Consortium Completes Purchase of DuPont Clean Technology Business

A consortium of private equity firms has completed the purchase of the Clean Technologies business of DuPont de Nemours Inc. and named the new business Elessent Clean Technologies. The equity firms consist of BroadPeak Global LP, Asia Green Fund, and The Saudi Arabian Industrial Investments Co. (Dussur).

The new company is based in Chesterfield, Mo., and will supply process technologies to the fertilizer, chemical, metal, and oil refining industries. Technologies include MECS® sulfuric acid and environmental technologies, Belco® scrubbing technologies, Stratco® alkylation technology, and IsoTherming® hydroprocessing technology.

Project Haber Receives Major Project Status

Thebarton, South Australia-based Strike Energy Ltd. reports that its Project Haber has been awarded Major Project Status by the Australian Federal Government. This status gives Strike access to the Major Projects Facilitation Agency for approvals, project support, and coordination.
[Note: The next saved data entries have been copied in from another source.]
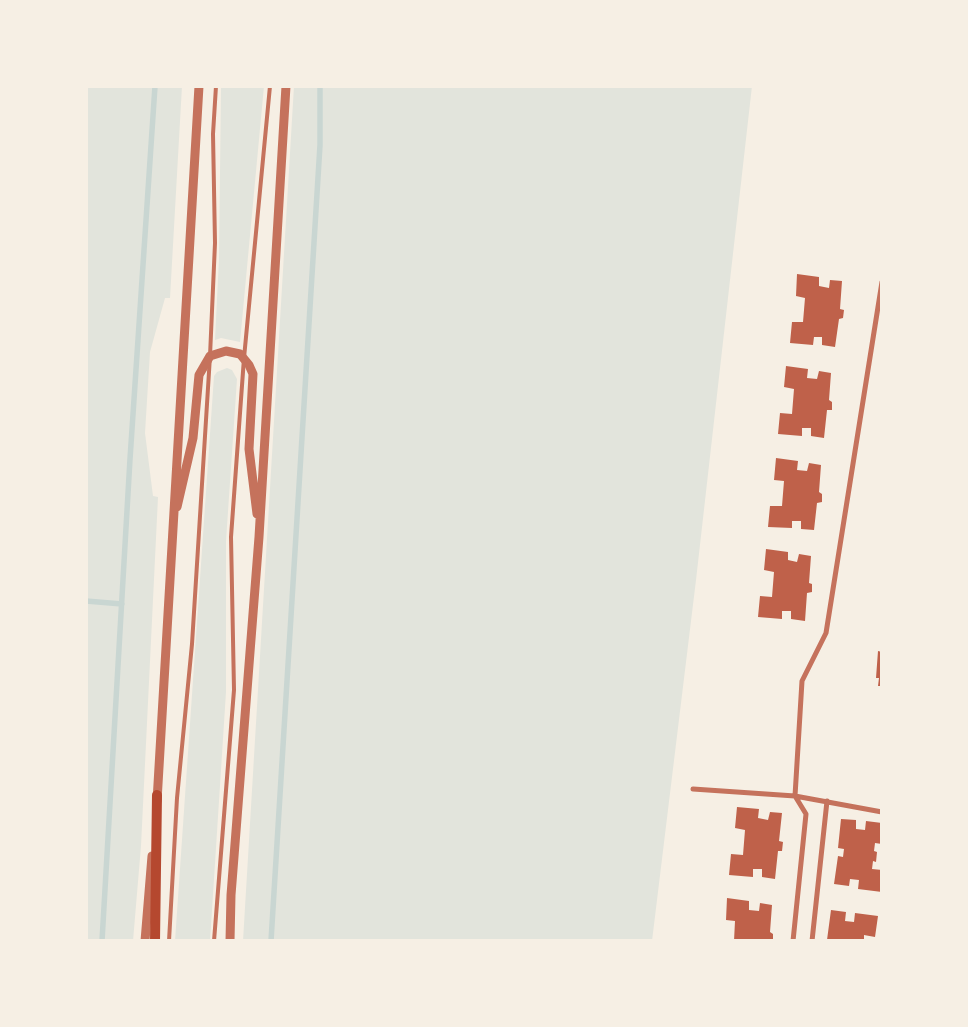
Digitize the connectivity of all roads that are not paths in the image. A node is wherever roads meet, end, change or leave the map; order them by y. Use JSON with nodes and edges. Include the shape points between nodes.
{"nodes":[{"id":1,"x":199,"y":86,"type":"edge"},
{"id":2,"x":216,"y":86,"type":"edge"},
{"id":3,"x":270,"y":86,"type":"edge"},
{"id":4,"x":286,"y":86,"type":"edge"},
{"id":5,"x":882,"y":282,"type":"edge"},
{"id":6,"x":210,"y":356,"type":"junction"},
{"id":7,"x":244,"y":358,"type":"junction"},
{"id":8,"x":171,"y":532,"type":"junction"},
{"id":9,"x":259,"y":537,"type":"junction"},
{"id":10,"x":693,"y":789,"type":"dead end"},
{"id":11,"x":157,"y":795,"type":"junction"},
{"id":12,"x":795,"y":796,"type":"junction"},
{"id":13,"x":827,"y":801,"type":"junction"},
{"id":14,"x":882,"y":812,"type":"edge"},
{"id":15,"x":145,"y":941,"type":"edge"},
{"id":16,"x":155,"y":941,"type":"edge"},
{"id":17,"x":169,"y":941,"type":"edge"},
{"id":18,"x":214,"y":941,"type":"edge"},
{"id":19,"x":230,"y":941,"type":"edge"},
{"id":20,"x":792,"y":941,"type":"edge"},
{"id":21,"x":812,"y":941,"type":"edge"}],
"edges":[{"from":1,"to":8,"type":"street"},
{"from":2,"to":6,"type":"lane"},
{"from":3,"to":7,"type":"lane"},
{"from":4,"to":9,"type":"street"},
{"from":5,"to":12,"type":"street","via":[[826,633],[802,681]]},
{"from":6,"to":7,"type":"street","via":[[226,350]]},
{"from":6,"to":8,"type":"street","via":[[199,375],[193,438]]},
{"from":6,"to":17,"type":"lane"},
{"from":7,"to":9,"type":"street","via":[[253,374],[249,449]]},
{"from":7,"to":18,"type":"lane","via":[[231,537],[234,690]]},
{"from":8,"to":11,"type":"street"},
{"from":9,"to":19,"type":"street"},
{"from":10,"to":12,"type":"street"},
{"from":11,"to":15,"type":"street"},
{"from":11,"to":16,"type":"main road"},
{"from":12,"to":13,"type":"street"},
{"from":12,"to":20,"type":"street","via":[[806,814]]},
{"from":13,"to":14,"type":"street"},
{"from":13,"to":21,"type":"street"}]}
Project Haber is adjacent to Geraldton Port, Western Australia, and includes the development of a 1.4 million mt/y urea plant and an 800,000 mt/y ammonia plant (GM Jan. 15, 2021).
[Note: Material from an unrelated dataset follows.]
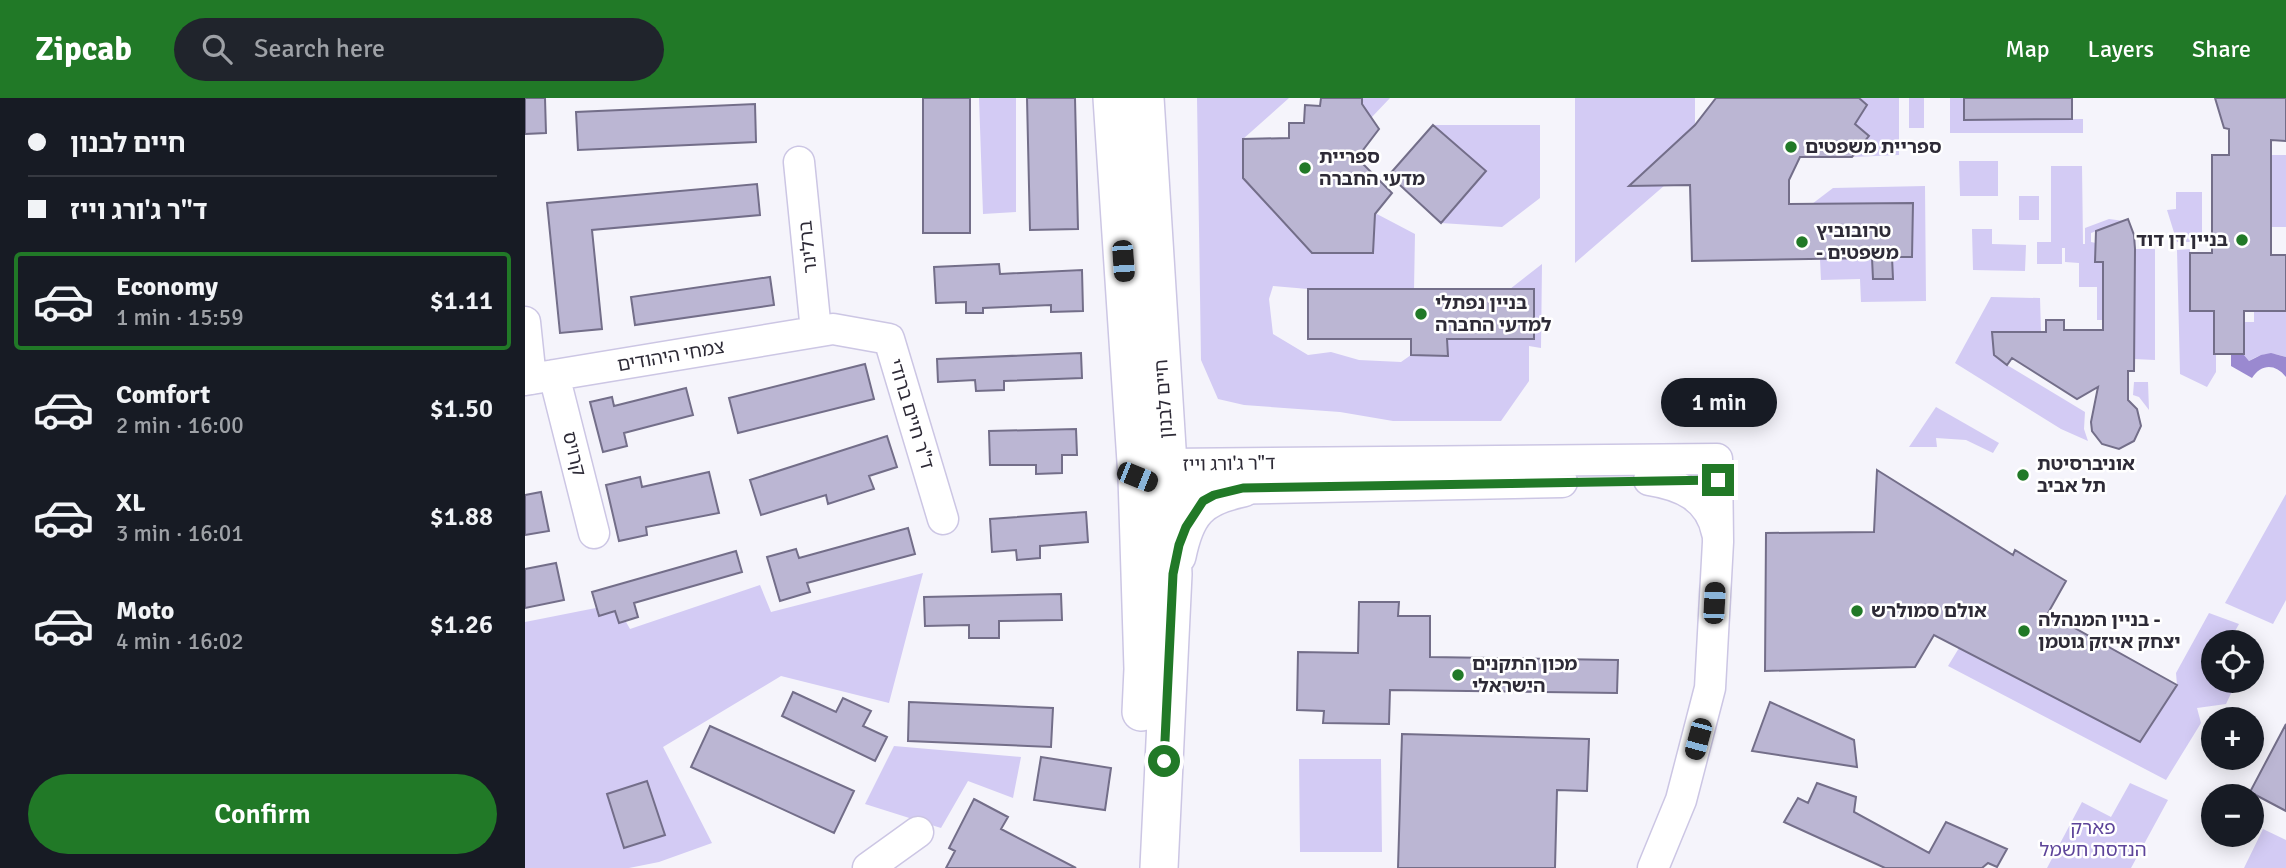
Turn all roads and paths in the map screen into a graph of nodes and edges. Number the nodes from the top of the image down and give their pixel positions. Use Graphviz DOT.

Leigh Creek Reports Carbon Neutral Milestone, Applies for Patent

Leigh Creek Energy Ltd., (LCK) Adelaide, South Australia, reported that its Leigh Creek Urea Project (LCUP) has become the first large-scale fertilizer project in the world to achieve Carbon Neutral status.

“Through our active participation in carbon offset projects, the Leigh Creek Urea Project (LCUP) has achieved carbon neutrality for FY-22 – the first large scale fertilizer project in the world to achieve this,” said LCK Managing Director Phil Staveley. “Our commitment to reaching carbon neutrality eight years earlier than originally planned not only aligns with the United Nations Global Compact principles, the world’s largest corporate sustainability initiative, but also promotes our values and purpose as an organization.”

In other news, LCK reported that it has applied to the Australian Patent Office to protect its intellectual property rights pertaining to predicting and controlling syngas operations that it has developed at the LCUP project. The company said it is likely to be the first of many patents protecting proprietary information and adding to the value of the project.

LCK plans to establish a 1 million mt/y urea facility utilizing in-situ gasification (ISG) at the Leigh Creek Energy Project (LCEP), located some 550 kilometers north of Adelaide and overlaying the Leigh Creek coalfield (GM Jan. 22, 2021).